Hunt through the lines below for the string "than" and copy each one that has it.

## Data:
*** Block opens ***
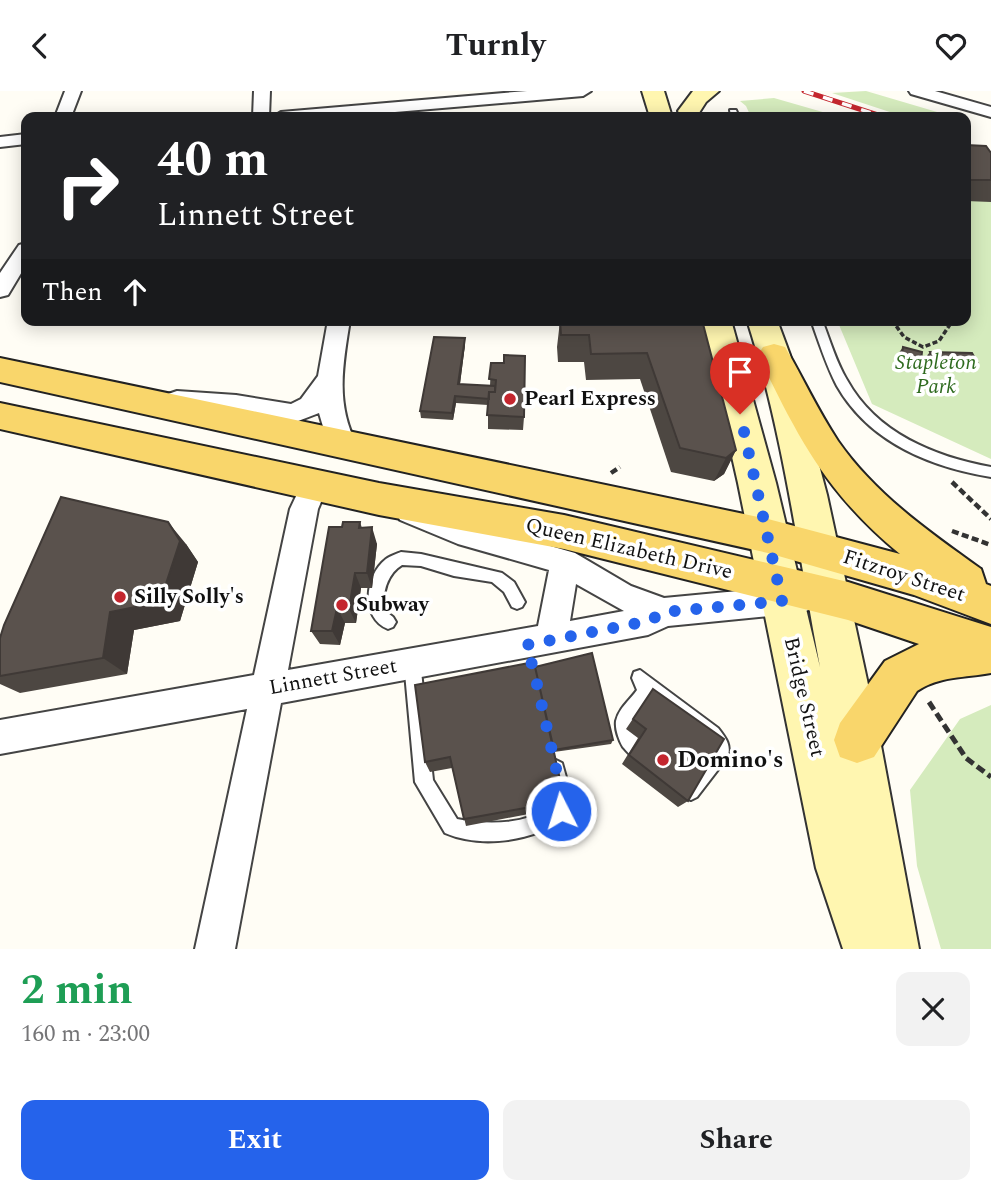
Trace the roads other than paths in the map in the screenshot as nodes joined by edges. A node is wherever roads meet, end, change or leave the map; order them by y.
*** Block closes ***
*** Block opens ***
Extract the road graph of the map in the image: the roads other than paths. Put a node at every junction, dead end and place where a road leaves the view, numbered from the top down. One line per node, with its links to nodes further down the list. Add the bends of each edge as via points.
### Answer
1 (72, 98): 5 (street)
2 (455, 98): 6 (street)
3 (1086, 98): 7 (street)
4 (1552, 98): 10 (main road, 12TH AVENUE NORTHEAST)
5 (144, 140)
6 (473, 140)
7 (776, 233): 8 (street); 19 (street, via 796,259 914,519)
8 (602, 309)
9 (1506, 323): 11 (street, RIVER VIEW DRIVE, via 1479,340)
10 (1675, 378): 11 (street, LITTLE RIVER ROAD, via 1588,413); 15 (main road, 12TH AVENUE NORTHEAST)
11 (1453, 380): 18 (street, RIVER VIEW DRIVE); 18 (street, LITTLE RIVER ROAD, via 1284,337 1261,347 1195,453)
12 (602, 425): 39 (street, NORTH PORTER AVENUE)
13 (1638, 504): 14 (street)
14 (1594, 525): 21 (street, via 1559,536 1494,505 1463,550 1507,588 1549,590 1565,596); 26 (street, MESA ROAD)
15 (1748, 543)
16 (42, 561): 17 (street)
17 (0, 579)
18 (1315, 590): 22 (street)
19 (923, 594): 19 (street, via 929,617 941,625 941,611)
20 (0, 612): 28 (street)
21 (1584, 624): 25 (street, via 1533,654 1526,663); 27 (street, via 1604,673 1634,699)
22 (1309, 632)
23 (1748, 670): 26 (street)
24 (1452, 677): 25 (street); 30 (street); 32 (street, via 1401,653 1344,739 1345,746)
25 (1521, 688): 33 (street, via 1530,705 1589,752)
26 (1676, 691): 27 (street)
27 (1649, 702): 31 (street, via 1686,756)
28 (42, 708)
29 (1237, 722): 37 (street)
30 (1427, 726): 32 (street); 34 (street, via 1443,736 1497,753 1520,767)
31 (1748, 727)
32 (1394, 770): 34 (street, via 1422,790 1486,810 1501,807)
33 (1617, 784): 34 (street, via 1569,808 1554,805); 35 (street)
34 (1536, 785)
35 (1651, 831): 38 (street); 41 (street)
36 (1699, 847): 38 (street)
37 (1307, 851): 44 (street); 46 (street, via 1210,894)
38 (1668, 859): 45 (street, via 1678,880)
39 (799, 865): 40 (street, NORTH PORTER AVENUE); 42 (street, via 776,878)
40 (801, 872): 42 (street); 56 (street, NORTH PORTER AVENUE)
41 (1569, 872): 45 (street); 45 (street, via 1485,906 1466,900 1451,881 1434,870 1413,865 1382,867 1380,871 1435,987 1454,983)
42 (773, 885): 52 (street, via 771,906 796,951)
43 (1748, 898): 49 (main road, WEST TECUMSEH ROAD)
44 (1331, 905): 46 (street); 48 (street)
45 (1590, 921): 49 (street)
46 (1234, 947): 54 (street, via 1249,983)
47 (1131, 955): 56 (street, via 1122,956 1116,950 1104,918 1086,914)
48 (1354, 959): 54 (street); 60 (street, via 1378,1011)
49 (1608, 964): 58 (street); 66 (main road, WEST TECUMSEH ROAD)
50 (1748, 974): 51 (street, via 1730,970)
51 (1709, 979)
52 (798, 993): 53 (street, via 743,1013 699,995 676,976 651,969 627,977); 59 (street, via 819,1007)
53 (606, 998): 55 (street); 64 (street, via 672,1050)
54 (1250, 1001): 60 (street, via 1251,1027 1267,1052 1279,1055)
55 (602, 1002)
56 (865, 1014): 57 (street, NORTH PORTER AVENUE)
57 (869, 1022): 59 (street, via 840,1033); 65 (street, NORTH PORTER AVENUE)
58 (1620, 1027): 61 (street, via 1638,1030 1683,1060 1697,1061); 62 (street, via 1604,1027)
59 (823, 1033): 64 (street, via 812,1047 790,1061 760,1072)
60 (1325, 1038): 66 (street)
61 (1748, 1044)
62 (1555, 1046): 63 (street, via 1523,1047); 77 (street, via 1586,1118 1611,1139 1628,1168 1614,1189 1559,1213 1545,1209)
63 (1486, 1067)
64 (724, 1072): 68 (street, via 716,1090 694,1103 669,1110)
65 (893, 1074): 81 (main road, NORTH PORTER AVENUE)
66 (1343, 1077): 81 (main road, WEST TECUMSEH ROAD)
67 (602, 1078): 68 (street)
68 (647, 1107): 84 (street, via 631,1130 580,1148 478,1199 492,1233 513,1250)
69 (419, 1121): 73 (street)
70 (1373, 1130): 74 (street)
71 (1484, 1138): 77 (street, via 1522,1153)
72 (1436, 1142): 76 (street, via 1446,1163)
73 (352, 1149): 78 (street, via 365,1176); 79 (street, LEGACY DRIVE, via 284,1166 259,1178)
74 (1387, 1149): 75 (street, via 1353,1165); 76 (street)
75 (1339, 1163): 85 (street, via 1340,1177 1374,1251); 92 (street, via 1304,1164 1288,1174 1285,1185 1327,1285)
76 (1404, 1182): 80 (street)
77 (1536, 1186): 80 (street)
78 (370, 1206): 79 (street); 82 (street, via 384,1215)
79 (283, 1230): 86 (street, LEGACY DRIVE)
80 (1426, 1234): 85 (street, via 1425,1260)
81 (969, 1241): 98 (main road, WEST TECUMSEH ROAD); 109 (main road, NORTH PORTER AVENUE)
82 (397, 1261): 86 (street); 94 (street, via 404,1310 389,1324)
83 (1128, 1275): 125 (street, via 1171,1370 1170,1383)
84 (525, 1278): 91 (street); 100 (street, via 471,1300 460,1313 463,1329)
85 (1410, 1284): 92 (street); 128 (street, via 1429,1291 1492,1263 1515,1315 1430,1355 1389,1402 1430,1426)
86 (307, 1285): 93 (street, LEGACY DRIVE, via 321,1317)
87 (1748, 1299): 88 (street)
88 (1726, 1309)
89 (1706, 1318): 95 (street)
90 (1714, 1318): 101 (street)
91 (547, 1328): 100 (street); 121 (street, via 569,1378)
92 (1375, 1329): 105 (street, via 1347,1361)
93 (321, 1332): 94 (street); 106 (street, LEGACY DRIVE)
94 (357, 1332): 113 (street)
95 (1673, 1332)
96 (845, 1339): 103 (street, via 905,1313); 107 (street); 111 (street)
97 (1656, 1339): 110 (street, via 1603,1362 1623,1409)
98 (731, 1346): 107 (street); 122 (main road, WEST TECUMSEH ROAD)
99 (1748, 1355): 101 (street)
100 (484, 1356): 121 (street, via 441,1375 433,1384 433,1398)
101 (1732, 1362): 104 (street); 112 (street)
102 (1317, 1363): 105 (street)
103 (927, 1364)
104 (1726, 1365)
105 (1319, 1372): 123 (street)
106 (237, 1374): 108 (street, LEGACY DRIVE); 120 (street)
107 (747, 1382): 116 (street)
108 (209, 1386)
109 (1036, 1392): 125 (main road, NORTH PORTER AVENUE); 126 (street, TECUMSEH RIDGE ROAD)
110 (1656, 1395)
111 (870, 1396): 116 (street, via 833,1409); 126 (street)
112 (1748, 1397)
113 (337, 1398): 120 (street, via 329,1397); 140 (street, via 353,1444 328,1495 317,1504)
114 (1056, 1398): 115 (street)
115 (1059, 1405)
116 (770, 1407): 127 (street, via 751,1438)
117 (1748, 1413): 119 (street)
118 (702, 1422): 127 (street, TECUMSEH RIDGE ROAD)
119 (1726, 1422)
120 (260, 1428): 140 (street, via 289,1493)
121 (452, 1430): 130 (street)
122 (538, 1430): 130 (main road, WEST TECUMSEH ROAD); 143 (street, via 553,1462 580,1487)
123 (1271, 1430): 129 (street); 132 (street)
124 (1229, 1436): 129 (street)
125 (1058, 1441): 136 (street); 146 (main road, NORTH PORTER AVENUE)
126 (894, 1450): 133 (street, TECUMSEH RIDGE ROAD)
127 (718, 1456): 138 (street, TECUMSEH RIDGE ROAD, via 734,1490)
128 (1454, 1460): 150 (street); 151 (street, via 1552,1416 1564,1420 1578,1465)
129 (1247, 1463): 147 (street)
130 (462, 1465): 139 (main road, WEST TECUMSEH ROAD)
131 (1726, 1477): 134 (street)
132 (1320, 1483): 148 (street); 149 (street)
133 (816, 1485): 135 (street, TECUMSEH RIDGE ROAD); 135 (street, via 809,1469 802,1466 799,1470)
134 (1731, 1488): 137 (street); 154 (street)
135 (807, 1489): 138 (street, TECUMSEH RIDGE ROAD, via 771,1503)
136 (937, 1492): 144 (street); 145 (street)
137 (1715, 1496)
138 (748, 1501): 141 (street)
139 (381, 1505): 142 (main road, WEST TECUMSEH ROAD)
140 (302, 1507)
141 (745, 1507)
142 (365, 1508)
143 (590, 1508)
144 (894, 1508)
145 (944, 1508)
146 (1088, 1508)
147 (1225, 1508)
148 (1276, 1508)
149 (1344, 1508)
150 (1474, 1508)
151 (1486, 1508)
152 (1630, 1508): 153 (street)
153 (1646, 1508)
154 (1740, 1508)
*** Block closes ***
## Answer to this task:
Trace the roads other than paths in the map in the screenshot as nodes joined by edges. A node is wherever roads meet, end, change or leave the map; order them by y.
Extract the road graph of the map in the image: the roads other than paths. Put a node at every junction, dead end and place where a road leaves the view, numbered from the top down. One line per node, with its links to nodes further down the list. Add the bends of each edge as via points.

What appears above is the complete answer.